Neste momento de desespero, uma das pessoas mais visadas pelos invasores e pelos que os defendem é Dom Pedro Casaldáliga, bispo emérito de São Félix do Araguaia, a quem estão querendo, irresponsável e inescrupulosamente, imputar a responsabilidade pela demarcação da área Xavante nas terras do Posto da Mata.

As entidades que assinam esta nota querem externar sua mais irrestrita solidariedade a Dom Pedro. Desde o momento em que pisou este chão do Araguaia e mais precisamente, desde a hora em que foi sagrado bispo da Prelazia de São Félix do Araguaia, sua ação sempre se pautou na defesa dos interesses dos mais pobres, os povos indígenas, os posseiros e os peões. Todos sabem que Dom Pedro e a Prelazia sempre deram apoio a todas as ocupações de terra pelos posseiros e sem terra e como estas ocupações foram o suporte que possibilitou a criação da maior parte dos municípios da região.

Em relação à terra indígena Marãiwatsèdè, dos Xavante, os primeiros moradores da região nas décadas de 1930, 40 e 50 são testemunhas da presença dos indígenas na região e como eles perambulavam por toda ela.  Foi com a chegada das empresas agropecuárias, na década de 1960, com apoio do governo militar, que a Suiá Missu se estabeleceu nas proximidades de uma das aldeias e  até mesmo conseguiu o apoio do Serviço de Proteção ao Indio para se ver livre  da presença dos indígenas. A imprensa nacional noticiou a retirada de 289 xavante da região os quais foram transportados em aviões da FAB, em 1966, para a aldeia de São Marcos, no município de Barra do Garças.

Em 1992, a AGIP, empresa italiana que tinha comprado a Suiá Missu das mãos da família Ometto, quis se desfazer destas terras. Por ocasião da ECO-92, sob pressão inclusive internacional, a empresa destinou 165.000 hectares para os Xavante que, durante todo este tempo, sonhavam em voltar à terra de onde tinham sido arrancados. Imediatamente  fazendeiros e políticos da região fizeram uma grande campanha para ocupar a área que fora reservada aos Xavante, precisamente para impedir que os mesmos retornassem. Já no dia 20 de junho de 1992, algumas áreas tinham sido ocupadas e foi feita uma reunião no Posto da Mata, da qual participaram políticos de São Félix do Araguaia e de Alto Boa Vista e também havia repórteres.

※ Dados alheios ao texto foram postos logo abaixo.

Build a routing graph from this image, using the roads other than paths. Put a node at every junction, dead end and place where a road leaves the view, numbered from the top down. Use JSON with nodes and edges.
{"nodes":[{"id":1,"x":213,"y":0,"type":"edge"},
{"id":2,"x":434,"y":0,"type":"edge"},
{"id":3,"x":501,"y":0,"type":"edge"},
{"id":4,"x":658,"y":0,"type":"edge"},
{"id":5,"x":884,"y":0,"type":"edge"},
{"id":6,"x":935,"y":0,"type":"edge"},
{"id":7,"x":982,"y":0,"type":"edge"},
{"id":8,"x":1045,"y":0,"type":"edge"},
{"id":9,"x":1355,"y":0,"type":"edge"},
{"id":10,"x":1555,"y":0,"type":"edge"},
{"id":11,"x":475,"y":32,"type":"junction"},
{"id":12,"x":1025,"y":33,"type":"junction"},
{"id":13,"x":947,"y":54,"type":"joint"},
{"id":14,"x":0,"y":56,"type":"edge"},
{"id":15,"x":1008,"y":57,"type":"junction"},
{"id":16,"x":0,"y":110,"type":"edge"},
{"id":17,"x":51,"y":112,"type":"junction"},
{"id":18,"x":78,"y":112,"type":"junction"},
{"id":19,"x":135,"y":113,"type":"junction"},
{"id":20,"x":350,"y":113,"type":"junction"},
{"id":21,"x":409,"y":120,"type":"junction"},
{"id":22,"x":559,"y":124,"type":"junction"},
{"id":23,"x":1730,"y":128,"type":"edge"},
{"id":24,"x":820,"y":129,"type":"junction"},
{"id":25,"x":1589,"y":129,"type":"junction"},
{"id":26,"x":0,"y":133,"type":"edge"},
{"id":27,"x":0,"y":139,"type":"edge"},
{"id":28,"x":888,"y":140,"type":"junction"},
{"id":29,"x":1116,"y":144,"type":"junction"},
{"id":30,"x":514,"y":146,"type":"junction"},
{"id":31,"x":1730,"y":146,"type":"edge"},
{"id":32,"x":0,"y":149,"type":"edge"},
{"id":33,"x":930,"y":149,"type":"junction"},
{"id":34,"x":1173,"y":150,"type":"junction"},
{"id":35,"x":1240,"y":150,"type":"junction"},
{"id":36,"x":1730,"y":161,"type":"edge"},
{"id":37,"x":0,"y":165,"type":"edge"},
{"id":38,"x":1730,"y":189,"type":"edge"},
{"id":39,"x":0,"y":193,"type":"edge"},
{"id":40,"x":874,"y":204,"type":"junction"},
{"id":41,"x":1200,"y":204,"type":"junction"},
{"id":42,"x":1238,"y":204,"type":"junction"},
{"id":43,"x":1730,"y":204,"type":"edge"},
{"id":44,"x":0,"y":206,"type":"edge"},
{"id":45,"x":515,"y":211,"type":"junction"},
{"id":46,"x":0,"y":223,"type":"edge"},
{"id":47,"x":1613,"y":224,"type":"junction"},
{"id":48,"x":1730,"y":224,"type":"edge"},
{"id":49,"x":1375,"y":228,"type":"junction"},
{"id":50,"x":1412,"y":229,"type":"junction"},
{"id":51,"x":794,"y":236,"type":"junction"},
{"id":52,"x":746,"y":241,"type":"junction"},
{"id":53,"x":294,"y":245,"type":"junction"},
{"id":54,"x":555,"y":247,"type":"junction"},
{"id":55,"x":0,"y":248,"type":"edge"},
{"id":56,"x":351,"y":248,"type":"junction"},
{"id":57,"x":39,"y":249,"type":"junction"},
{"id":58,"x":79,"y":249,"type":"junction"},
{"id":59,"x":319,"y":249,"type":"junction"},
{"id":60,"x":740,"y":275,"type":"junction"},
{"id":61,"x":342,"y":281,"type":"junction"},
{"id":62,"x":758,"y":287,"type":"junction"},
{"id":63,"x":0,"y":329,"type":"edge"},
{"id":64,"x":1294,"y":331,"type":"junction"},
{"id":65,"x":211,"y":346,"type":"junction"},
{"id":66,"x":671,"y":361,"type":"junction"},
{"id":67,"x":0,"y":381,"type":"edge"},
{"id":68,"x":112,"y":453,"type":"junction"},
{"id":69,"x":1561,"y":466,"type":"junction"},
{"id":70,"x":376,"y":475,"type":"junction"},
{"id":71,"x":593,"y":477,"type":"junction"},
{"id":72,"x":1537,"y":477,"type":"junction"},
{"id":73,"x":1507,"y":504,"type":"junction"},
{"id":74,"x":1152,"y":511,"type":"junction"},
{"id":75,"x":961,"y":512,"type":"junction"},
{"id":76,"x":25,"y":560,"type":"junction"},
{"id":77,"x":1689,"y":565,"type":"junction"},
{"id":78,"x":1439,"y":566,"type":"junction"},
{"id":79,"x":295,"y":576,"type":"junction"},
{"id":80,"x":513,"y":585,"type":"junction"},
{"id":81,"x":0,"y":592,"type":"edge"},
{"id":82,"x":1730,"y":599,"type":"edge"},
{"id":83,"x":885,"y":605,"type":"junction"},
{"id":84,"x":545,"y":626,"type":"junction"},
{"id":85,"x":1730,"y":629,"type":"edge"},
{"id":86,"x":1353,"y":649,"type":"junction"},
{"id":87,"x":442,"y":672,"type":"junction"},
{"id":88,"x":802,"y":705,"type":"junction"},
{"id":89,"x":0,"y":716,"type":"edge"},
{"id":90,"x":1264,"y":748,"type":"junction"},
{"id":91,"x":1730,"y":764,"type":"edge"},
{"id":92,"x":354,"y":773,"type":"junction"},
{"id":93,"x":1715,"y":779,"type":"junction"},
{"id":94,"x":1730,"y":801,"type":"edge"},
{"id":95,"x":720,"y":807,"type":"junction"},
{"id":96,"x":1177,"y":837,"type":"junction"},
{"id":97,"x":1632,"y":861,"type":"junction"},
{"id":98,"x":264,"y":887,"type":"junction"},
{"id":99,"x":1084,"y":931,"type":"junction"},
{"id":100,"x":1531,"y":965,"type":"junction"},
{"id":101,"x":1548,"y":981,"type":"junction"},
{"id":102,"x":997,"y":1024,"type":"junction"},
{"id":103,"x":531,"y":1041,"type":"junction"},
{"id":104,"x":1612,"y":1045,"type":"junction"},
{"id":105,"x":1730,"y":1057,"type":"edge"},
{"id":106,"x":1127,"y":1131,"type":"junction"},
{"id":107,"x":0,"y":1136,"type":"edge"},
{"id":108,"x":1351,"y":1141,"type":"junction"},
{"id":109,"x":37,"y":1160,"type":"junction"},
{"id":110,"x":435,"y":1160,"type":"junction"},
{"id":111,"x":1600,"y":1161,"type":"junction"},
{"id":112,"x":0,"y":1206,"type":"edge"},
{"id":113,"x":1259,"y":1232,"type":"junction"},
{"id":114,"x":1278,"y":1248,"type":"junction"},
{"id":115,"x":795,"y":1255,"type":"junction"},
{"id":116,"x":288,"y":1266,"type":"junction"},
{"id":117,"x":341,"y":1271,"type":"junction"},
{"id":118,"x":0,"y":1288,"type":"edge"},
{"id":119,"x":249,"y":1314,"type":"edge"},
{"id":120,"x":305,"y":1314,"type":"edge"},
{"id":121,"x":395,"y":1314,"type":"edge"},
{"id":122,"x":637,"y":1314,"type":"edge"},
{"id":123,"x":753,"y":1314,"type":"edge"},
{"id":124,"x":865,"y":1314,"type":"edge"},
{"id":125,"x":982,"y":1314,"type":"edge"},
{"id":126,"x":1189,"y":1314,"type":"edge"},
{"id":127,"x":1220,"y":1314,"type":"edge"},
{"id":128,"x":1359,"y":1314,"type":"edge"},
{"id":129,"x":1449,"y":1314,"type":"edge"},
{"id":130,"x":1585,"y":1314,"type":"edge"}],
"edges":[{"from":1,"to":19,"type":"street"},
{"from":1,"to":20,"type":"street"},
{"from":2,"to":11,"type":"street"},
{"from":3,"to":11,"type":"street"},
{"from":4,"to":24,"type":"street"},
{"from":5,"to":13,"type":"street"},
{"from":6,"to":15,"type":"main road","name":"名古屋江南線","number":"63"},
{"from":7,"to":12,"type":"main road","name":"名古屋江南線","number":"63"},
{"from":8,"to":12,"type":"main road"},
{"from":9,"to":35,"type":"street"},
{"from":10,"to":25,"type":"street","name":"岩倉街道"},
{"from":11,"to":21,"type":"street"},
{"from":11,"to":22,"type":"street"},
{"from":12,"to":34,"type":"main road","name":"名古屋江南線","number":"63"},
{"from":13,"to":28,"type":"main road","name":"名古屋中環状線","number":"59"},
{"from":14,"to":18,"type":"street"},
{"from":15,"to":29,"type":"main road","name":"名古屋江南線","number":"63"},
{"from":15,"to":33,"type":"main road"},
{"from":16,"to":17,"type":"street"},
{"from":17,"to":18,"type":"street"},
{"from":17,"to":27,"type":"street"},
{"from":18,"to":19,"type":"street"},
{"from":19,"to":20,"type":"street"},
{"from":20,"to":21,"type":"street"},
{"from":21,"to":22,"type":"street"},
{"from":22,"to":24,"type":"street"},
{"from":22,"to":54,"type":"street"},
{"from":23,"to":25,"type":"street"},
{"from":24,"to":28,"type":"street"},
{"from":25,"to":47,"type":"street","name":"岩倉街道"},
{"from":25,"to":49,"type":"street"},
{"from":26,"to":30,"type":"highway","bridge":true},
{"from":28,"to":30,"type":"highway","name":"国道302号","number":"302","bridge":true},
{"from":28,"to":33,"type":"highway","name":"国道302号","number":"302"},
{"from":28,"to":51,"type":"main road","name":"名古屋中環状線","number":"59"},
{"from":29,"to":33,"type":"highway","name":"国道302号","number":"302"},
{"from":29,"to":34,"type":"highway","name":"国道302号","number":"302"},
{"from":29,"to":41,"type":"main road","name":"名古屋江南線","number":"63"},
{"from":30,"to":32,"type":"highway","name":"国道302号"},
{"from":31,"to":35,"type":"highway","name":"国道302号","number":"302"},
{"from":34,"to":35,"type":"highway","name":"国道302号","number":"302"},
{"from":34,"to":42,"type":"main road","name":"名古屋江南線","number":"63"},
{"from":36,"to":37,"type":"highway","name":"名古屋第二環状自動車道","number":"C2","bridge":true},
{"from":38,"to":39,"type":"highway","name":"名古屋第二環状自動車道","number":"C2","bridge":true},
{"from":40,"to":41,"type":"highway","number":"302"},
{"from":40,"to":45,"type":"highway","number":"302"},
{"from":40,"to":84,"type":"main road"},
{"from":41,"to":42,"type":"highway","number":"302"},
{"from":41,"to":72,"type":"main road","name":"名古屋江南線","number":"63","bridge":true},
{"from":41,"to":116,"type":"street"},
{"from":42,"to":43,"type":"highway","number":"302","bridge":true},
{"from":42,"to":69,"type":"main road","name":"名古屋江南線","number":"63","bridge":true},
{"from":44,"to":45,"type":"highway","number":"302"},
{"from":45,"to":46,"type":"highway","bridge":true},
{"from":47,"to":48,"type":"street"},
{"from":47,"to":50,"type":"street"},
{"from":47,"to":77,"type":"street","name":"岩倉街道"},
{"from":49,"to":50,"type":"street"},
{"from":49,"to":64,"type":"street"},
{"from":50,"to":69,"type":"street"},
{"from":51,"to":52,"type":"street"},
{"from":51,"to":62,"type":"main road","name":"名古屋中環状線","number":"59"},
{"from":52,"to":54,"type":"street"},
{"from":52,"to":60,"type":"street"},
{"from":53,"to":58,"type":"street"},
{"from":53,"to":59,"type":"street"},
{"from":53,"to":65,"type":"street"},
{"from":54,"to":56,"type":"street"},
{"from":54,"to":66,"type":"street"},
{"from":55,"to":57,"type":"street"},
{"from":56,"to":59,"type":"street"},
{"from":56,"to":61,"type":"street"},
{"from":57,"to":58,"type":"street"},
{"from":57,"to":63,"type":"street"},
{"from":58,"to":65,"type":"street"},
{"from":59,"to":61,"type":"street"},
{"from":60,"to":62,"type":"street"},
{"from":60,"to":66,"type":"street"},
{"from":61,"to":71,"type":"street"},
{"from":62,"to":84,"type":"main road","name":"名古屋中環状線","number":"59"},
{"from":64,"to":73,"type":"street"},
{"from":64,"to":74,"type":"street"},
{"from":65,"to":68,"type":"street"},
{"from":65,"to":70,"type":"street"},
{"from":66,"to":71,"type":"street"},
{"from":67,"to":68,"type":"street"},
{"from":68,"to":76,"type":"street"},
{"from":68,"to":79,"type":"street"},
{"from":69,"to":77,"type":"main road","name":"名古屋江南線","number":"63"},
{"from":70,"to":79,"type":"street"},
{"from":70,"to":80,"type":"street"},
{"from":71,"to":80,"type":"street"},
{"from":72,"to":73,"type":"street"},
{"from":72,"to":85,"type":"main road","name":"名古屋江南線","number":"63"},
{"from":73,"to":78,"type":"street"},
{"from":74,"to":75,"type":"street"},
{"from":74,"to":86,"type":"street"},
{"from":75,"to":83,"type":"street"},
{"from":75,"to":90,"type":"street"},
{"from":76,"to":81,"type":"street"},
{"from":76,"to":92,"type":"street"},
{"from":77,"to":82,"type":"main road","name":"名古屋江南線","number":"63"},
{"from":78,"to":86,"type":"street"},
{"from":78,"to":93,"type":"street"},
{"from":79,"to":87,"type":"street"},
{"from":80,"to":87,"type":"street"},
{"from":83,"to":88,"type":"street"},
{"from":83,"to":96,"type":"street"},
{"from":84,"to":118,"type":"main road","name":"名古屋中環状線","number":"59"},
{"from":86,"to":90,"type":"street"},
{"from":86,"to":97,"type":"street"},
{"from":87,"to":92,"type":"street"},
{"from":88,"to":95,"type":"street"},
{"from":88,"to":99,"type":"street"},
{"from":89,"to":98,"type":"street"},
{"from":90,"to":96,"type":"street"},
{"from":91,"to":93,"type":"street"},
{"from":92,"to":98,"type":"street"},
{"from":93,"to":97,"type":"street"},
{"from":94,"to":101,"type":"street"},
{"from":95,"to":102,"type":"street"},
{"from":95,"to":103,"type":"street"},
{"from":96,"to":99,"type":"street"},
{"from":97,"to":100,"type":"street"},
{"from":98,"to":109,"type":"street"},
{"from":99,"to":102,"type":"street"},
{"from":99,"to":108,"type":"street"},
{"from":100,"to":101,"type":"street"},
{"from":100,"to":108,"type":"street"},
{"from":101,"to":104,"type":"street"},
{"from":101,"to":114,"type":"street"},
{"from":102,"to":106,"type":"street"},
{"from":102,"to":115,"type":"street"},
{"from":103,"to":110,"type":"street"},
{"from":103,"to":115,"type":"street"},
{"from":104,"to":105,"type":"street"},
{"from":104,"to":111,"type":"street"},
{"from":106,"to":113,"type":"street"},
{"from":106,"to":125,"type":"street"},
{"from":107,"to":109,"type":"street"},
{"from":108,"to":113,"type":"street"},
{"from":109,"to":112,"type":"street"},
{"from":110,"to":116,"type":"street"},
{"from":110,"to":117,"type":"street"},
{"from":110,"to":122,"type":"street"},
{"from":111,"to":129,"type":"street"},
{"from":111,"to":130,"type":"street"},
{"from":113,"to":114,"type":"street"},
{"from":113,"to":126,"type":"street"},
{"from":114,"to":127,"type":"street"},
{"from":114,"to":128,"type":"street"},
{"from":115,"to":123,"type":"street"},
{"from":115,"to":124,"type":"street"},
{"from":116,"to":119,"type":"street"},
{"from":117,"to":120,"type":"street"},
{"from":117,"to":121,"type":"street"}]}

A reunião foi toda gravada. As falas deixam mais do que claro que a invasão da área era  exatamente para impedir a volta dos  Xavante. “Se a população achou por bem tomar conta dessa terra em vez de dá-la para os índios, nós temos que dar esse respaldo para o povo” (José Antônio de Almeida – Bau, prefeito de São Félix do Araguaia).  “A finalidade dessa reunião é tentarmos organizar mais os posseiros que estão dentro da área… Se for colocar índio no seu habitat natural, tem que mandar índio lá para Jacareacanga, ou Amazonas, ou Pará…” (Osmar Kalil – Mazim, candidato a prefeito do Alto Boa Vista). “Nós ajudamos até todos os posseiros daqui serem localizados… Chegou a um ponto, ou nós ou eles (os Xavante) porque nós temos o direito… Dizer que aqui tem muito índio? Aqueles que estão preocupados com os índios que tem que assentar. Tem um monte de país que não tem índio. Pode levar a metade… Na Itália tem índio? Não, não tem! Leva! Leva pra lá! Carrega pra lá! Agora, não vem jogar em nós, não… ( Filemon Costa Limoeiro, à época funcionário do Fórum de São Félix do Araguaia)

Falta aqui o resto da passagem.